Небо застилали серые тучи, сильный холодный ветер прошивал куртку насквозь.

Подобраться к массивным "ногам" на близкое расстояние можно было, только используя трап или люльку, что было довольно рисковано. Особенно в ветряную погоду.

Поэтому для первичного осмотра я решил воспользоваться стареньким биноклем. Пока что этого должно быть достаточно.

Наведя бинокль на место, где опора встречалась с палубой, я проверял все сварные швы и соединения. Обращал внимание на ржавчину и любые изменения поверхности металла. Я опустил взгляд ниже, смотря туда, где конструкция уходила под воду.

Уже собираясь убрать бинокль, я вдруг заметил, что там что-то мелькнуло. Какое-то мимолётное размытое движение.

У меня в груди всё сжалось. Я пытался разглядеть что-нибудь в тёмной пучине у опоры, но больше ничего не увидел.
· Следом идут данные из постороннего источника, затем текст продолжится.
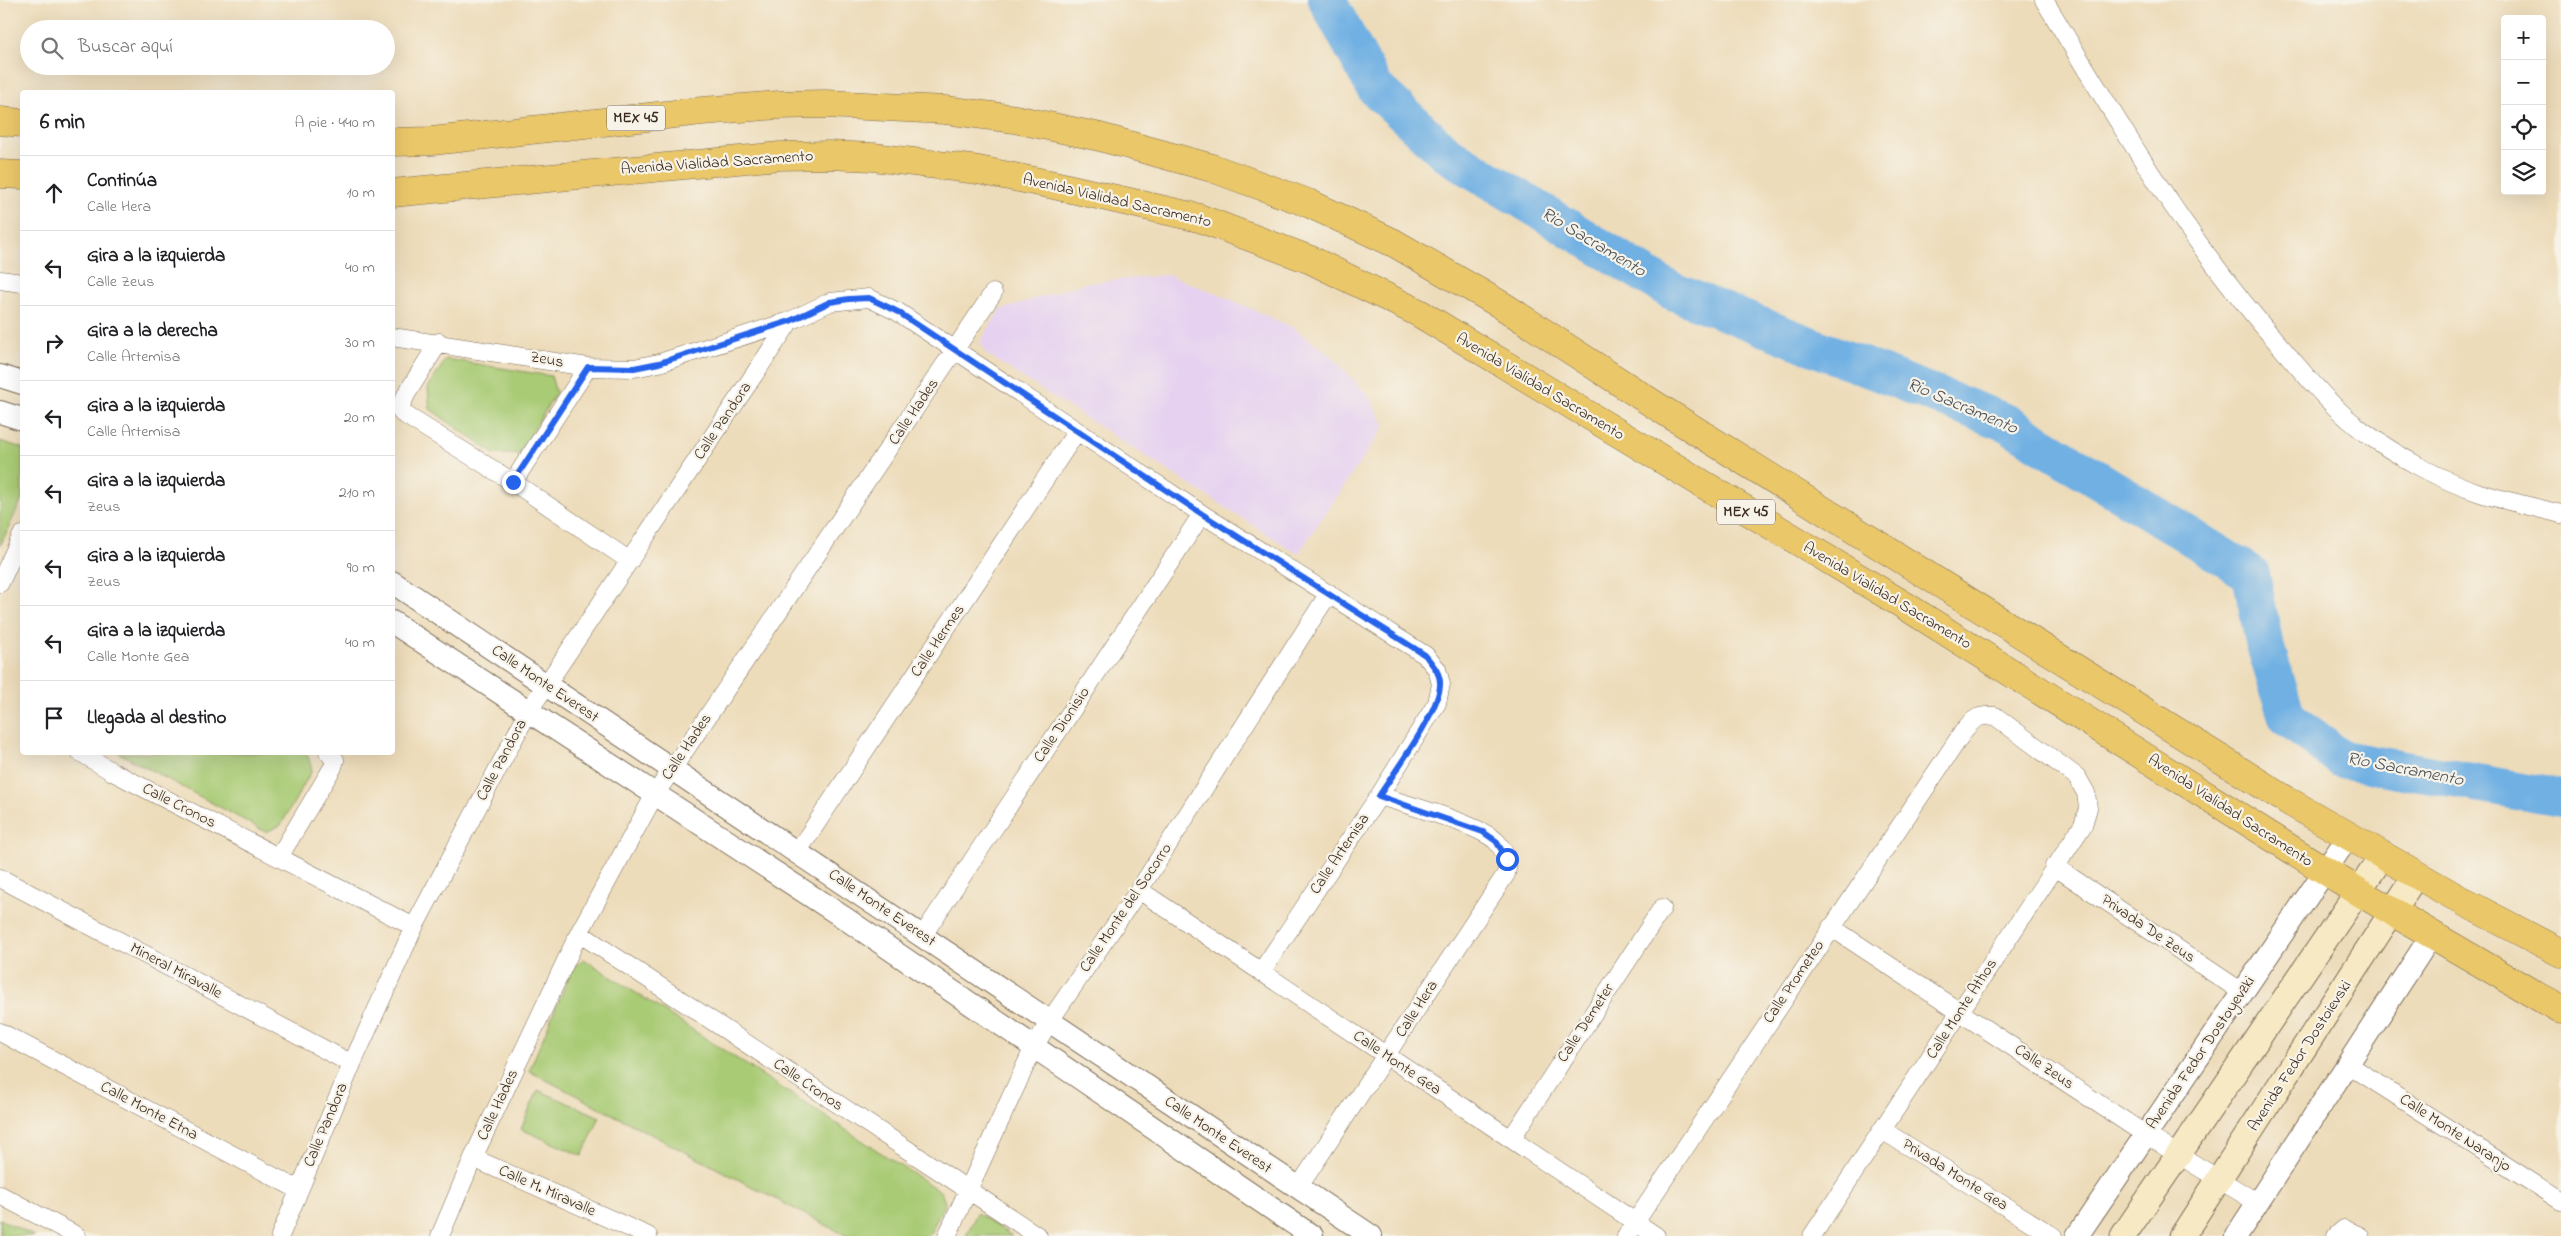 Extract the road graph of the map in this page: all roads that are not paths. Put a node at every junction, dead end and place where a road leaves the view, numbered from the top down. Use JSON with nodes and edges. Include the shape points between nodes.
{"nodes":[{"id":1,"x":2044,"y":0,"type":"edge"},
{"id":2,"x":0,"y":121,"type":"edge"},
{"id":3,"x":20,"y":123,"type":"edge"},
{"id":4,"x":395,"y":142,"type":"edge"},
{"id":5,"x":0,"y":174,"type":"edge"},
{"id":6,"x":20,"y":175,"type":"edge"},
{"id":7,"x":395,"y":193,"type":"edge"},
{"id":8,"x":0,"y":280,"type":"edge"},
{"id":9,"x":20,"y":283,"type":"edge"},
{"id":10,"x":993,"y":293,"type":"dead end"},
{"id":11,"x":790,"y":321,"type":"junction"},
{"id":12,"x":395,"y":337,"type":"edge"},
{"id":13,"x":440,"y":342,"type":"junction"},
{"id":14,"x":956,"y":350,"type":"junction"},
{"id":15,"x":588,"y":367,"type":"junction"},
{"id":16,"x":0,"y":376,"type":"edge"},
{"id":17,"x":20,"y":381,"type":"edge"},
{"id":18,"x":0,"y":412,"type":"edge"},
{"id":19,"x":20,"y":418,"type":"edge"},
{"id":20,"x":1077,"y":431,"type":"junction"},
{"id":21,"x":513,"y":482,"type":"junction"},
{"id":22,"x":1202,"y":514,"type":"junction"},
{"id":23,"x":2561,"y":514,"type":"edge"},
{"id":24,"x":20,"y":538,"type":"edge"},
{"id":25,"x":630,"y":561,"type":"junction"},
{"id":26,"x":0,"y":583,"type":"edge"},
{"id":27,"x":395,"y":584,"type":"edge"},
{"id":28,"x":1329,"y":593,"type":"junction"},
{"id":29,"x":395,"y":624,"type":"edge"},
{"id":30,"x":1425,"y":655,"type":"joint"},
{"id":31,"x":545,"y":685,"type":"junction"},
{"id":32,"x":528,"y":712,"type":"junction"},
{"id":33,"x":85,"y":755,"type":"edge"},
{"id":34,"x":331,"y":755,"type":"edge"},
{"id":35,"x":672,"y":770,"type":"junction"},
{"id":36,"x":2077,"y":777,"type":"joint"},
{"id":37,"x":654,"y":796,"type":"junction"},
{"id":38,"x":1379,"y":796,"type":"junction"},
{"id":39,"x":2348,"y":837,"type":"junction"},
{"id":40,"x":798,"y":851,"type":"junction"},
{"id":41,"x":2383,"y":855,"type":"junction"},
{"id":42,"x":279,"y":857,"type":"junction"},
{"id":43,"x":2054,"y":866,"type":"junction"},
{"id":44,"x":2325,"y":871,"type":"junction"},
{"id":45,"x":2416,"y":875,"type":"junction"},
{"id":46,"x":0,"y":878,"type":"edge"},
{"id":47,"x":1139,"y":890,"type":"junction"},
{"id":48,"x":2359,"y":892,"type":"junction"},
{"id":49,"x":1662,"y":908,"type":"dead end"},
{"id":50,"x":2392,"y":912,"type":"junction"},
{"id":51,"x":414,"y":927,"type":"junction"},
{"id":52,"x":1831,"y":927,"type":"junction"},
{"id":53,"x":579,"y":933,"type":"junction"},
{"id":54,"x":923,"y":935,"type":"junction"},
{"id":55,"x":2432,"y":936,"type":"junction"},
{"id":56,"x":2561,"y":953,"type":"edge"},
{"id":57,"x":1261,"y":972,"type":"junction"},
{"id":58,"x":2242,"y":992,"type":"junction"},
{"id":59,"x":2561,"y":1010,"type":"edge"},
{"id":60,"x":1961,"y":1012,"type":"junction"},
{"id":61,"x":1049,"y":1022,"type":"junction"},
{"id":62,"x":0,"y":1032,"type":"edge"},
{"id":63,"x":1033,"y":1049,"type":"junction"},
{"id":64,"x":1386,"y":1056,"type":"junction"},
{"id":65,"x":352,"y":1064,"type":"junction"},
{"id":66,"x":2349,"y":1065,"type":"junction"},
{"id":67,"x":1882,"y":1130,"type":"junction"},
{"id":68,"x":2146,"y":1135,"type":"junction"},
{"id":69,"x":1511,"y":1139,"type":"junction"},
{"id":70,"x":2178,"y":1154,"type":"junction"},
{"id":71,"x":473,"y":1158,"type":"junction"},
{"id":72,"x":2220,"y":1180,"type":"junction"},
{"id":73,"x":1298,"y":1188,"type":"junction"},
{"id":74,"x":299,"y":1190,"type":"junction"},
{"id":75,"x":968,"y":1191,"type":"junction"},
{"id":76,"x":0,"y":1195,"type":"edge"},
{"id":77,"x":2561,"y":1201,"type":"edge"},
{"id":78,"x":2258,"y":1203,"type":"junction"},
{"id":79,"x":1631,"y":1229,"type":"edge"},
{"id":80,"x":77,"y":1236,"type":"edge"},
{"id":81,"x":280,"y":1236,"type":"edge"},
{"id":82,"x":440,"y":1236,"type":"edge"},
{"id":83,"x":648,"y":1236,"type":"edge"},
{"id":84,"x":947,"y":1236,"type":"edge"},
{"id":85,"x":1038,"y":1236,"type":"edge"},
{"id":86,"x":1312,"y":1236,"type":"edge"},
{"id":87,"x":1371,"y":1236,"type":"edge"},
{"id":88,"x":1656,"y":1236,"type":"edge"},
{"id":89,"x":1812,"y":1236,"type":"edge"},
{"id":90,"x":2053,"y":1236,"type":"edge"},
{"id":91,"x":2078,"y":1236,"type":"edge"},
{"id":92,"x":2123,"y":1236,"type":"edge"},
{"id":93,"x":2182,"y":1236,"type":"edge"},
{"id":94,"x":2236,"y":1236,"type":"edge"}],
"edges":[{"from":1,"to":23,"type":"street","via":[[2181,221],[2251,314],[2310,381],[2363,431],[2422,467],[2479,493]]},
{"from":2,"to":3,"type":"highway"},
{"from":4,"to":39,"type":"highway","number":"MEX 45","via":[[432,141],[702,111],[798,105],[871,105],[1015,119],[1100,137],[1212,168],[1350,221],[1487,297],[1691,428]]},
{"from":5,"to":6,"type":"highway"},
{"from":7,"to":44,"type":"highway","name":"Avenida Vialidad Sacramento","number":"MEX 45","via":[[780,156],[873,157],[978,170],[1082,191],[1199,218],[1269,242],[1419,314],[1907,608]]},
{"from":8,"to":9,"type":"street"},
{"from":10,"to":14,"type":"street","name":"Calle Hades"},
{"from":11,"to":14,"type":"street","name":"Zeus","via":[[830,302],[869,298],[898,312]]},
{"from":11,"to":15,"type":"street","name":"Zeus","via":[[659,363],[634,368]]},
{"from":11,"to":25,"type":"street","name":"Calle Pandora"},
{"from":12,"to":13,"type":"street","name":"Zeus"},
{"from":13,"to":15,"type":"street","name":"Zeus"},
{"from":13,"to":21,"type":"street","via":[[407,393],[400,411]]},
{"from":14,"to":20,"type":"street","name":"Zeus"},
{"from":14,"to":35,"type":"street","name":"Calle Hades"},
{"from":15,"to":21,"type":"street"},
{"from":16,"to":17,"type":"street"},
{"from":18,"to":19,"type":"street"},
{"from":20,"to":22,"type":"street","name":"Zeus"},
{"from":20,"to":40,"type":"street","name":"Calle Hermes"},
{"from":21,"to":25,"type":"street"},
{"from":22,"to":28,"type":"street","name":"Zeus"},
{"from":22,"to":54,"type":"street","name":"Calle Dionisio"},
{"from":24,"to":26,"type":"street"},
{"from":25,"to":31,"type":"street","name":"Calle Pandora"},
{"from":27,"to":31,"type":"street","name":"Calle Monte Everest"},
{"from":28,"to":30,"type":"street","name":"Zeus"},
{"from":28,"to":47,"type":"street","name":"Calle Monte del Socorro"},
{"from":29,"to":32,"type":"street","name":"Calle Monte Everest"},
{"from":30,"to":38,"type":"street","name":"Calle Artemisa","via":[[1437,669],[1439,677],[1437,703]]},
{"from":31,"to":32,"type":"street","name":"Calle Pandora"},
{"from":31,"to":35,"type":"street","name":"Calle Monte Everest"},
{"from":32,"to":37,"type":"street","name":"Calle Monte Everest"},
{"from":32,"to":51,"type":"street","name":"Calle Pandora"},
{"from":33,"to":42,"type":"street","name":"Calle Cronos"},
{"from":34,"to":42,"type":"street","via":[[335,760],[333,767]]},
{"from":35,"to":37,"type":"street","name":"Calle Hades"},
{"from":35,"to":40,"type":"street","name":"Calle Monte Everest"},
{"from":36,"to":43,"type":"street","name":"Calle Monte Athos","via":[[2086,793],[2088,808],[2083,825]]},
{"from":36,"to":52,"type":"street","name":"Calle Prometeo","via":[[1995,716],[1973,718]]},
{"from":37,"to":53,"type":"street","name":"Calle Hades"},
{"from":37,"to":63,"type":"street","name":"Calle Monte Everest","via":[[843,918]]},
{"from":38,"to":57,"type":"street","name":"Calle Artemisa"},
{"from":38,"to":64,"type":"street","name":"Calle Hera","via":[[1483,832],[1502,848],[1508,866],[1506,874]]},
{"from":39,"to":41,"type":"highway","number":"MEX 45"},
{"from":39,"to":44,"type":"street"},
{"from":40,"to":54,"type":"street","name":"Calle Monte Everest"},
{"from":41,"to":45,"type":"highway","number":"MEX 45"},
{"from":41,"to":48,"type":"main road"},
{"from":42,"to":51,"type":"street","name":"Calle Cronos"},
{"from":43,"to":58,"type":"street","name":"Privada De Zeus"},
{"from":43,"to":60,"type":"street","name":"Calle Monte Athos"},
{"from":44,"to":48,"type":"highway","name":"Avenida Vialidad Sacramento","number":"MEX 45"},
{"from":44,"to":58,"type":"street","name":"Avenida Fedor Dostoyevzki"},
{"from":45,"to":50,"type":"main road","name":"Avenida Fedor Dostoievski"},
{"from":45,"to":56,"type":"highway","number":"MEX 45"},
{"from":46,"to":65,"type":"street","name":"Mineral Miravalle"},
{"from":47,"to":57,"type":"street","name":"Calle Monte Gea"},
{"from":47,"to":61,"type":"street","name":"Calle Monte del Socorro"},
{"from":48,"to":50,"type":"highway","name":"Avenida Vialidad Sacramento","number":"MEX 45"},
{"from":48,"to":70,"type":"main road"},
{"from":49,"to":69,"type":"street","name":"Calle Demeter"},
{"from":50,"to":55,"type":"highway","name":"Avenida Vialidad Sacramento","number":"MEX 45"},
{"from":50,"to":72,"type":"main road","name":"Avenida Fedor Dostoievski"},
{"from":51,"to":65,"type":"street","name":"Calle Pandora"},
{"from":52,"to":60,"type":"street","name":"Calle Zeus"},
{"from":52,"to":79,"type":"street","name":"Calle Prometeo"},
{"from":53,"to":71,"type":"street","name":"Calle Hades"},
{"from":53,"to":75,"type":"street","name":"Calle Cronos"},
{"from":54,"to":61,"type":"street","name":"Calle Monte Everest"},
{"from":55,"to":59,"type":"highway","name":"Avenida Vialidad Sacramento","number":"MEX 45"},
{"from":55,"to":66,"type":"street"},
{"from":57,"to":64,"type":"street","name":"Calle Monte Gea"},
{"from":58,"to":68,"type":"street","name":"Avenida Fedor Dostoyevzki"},
{"from":60,"to":67,"type":"street","name":"Calle Monte Athos"},
{"from":60,"to":68,"type":"street","name":"Calle Zeus"},
{"from":61,"to":63,"type":"street","name":"Calle Monte del Socorro"},
{"from":61,"to":73,"type":"street","name":"Calle Monte Everest"},
{"from":62,"to":74,"type":"street","name":"Calle Monte Etna"},
{"from":63,"to":75,"type":"street","name":"Calle Monte del Socorro"},
{"from":63,"to":86,"type":"street","name":"Calle Monte Everest"},
{"from":64,"to":69,"type":"street","name":"Calle Monte Gea"},
{"from":64,"to":73,"type":"street","name":"Calle Hera"},
{"from":65,"to":74,"type":"street","name":"Calle Pandora"},
{"from":66,"to":77,"type":"street","name":"Calle Monte Naranjo"},
{"from":66,"to":78,"type":"street"},
{"from":67,"to":89,"type":"street","name":"Calle Monte Athos"},
{"from":67,"to":90,"type":"street","name":"Privada Monte Gea"},
{"from":68,"to":70,"type":"street","name":"Calle Zeus"},
{"from":68,"to":91,"type":"street","name":"Avenida Fedor Dostoyevzki"},
{"from":69,"to":79,"type":"street","name":"Calle Monte Gea"},
{"from":70,"to":72,"type":"street","name":"Calle Zeus"},
{"from":70,"to":92,"type":"main road"},
{"from":71,"to":82,"type":"street","name":"Calle Hades"},
{"from":71,"to":83,"type":"street","name":"Calle M. Miravalle"},
{"from":72,"to":78,"type":"street","name":"Calle Zeus"},
{"from":72,"to":93,"type":"main road","name":"Avenida Fedor Dostoievski"},
{"from":73,"to":87,"type":"street","name":"Calle Monte Everest"},
{"from":74,"to":81,"type":"street","name":"Calle Pandora"},
{"from":75,"to":84,"type":"street","name":"Calle Monte del Socorro"},
{"from":75,"to":85,"type":"street","name":"Calle Cronos"},
{"from":76,"to":80,"type":"street"},
{"from":78,"to":94,"type":"street"},
{"from":79,"to":88,"type":"street","name":"Calle Monte Gea"}]}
Дрожь прошла по моей спине. В тот момент мне показалось, что там, под толщей воды, я видел фигуру человека. Но он проплыл не как водолаз или дайвер, а как-то боком, словно пронёсся, глядя прямо на меня.

— Странно, да? — голос Никиты за спиной прозвучал так резко, что я аж дёрнулся.

— Ты что так подкрадываешься? — недовольно ответил я, посмотрев на него. В его руках тоже был бинокль. — А что странно?

— Здесь и птиц нет, — через бинокль он всматривался в вертолётную площадку. — Вообще нет. Ни птиц... Ни гнёзд... Ни рыб.

— Ты знаешь, из-за чего забросили эту вышку? — спросил я, кинув беспокойный взгляд на море.

"Может, мне всё-таки показалось?" — думал я.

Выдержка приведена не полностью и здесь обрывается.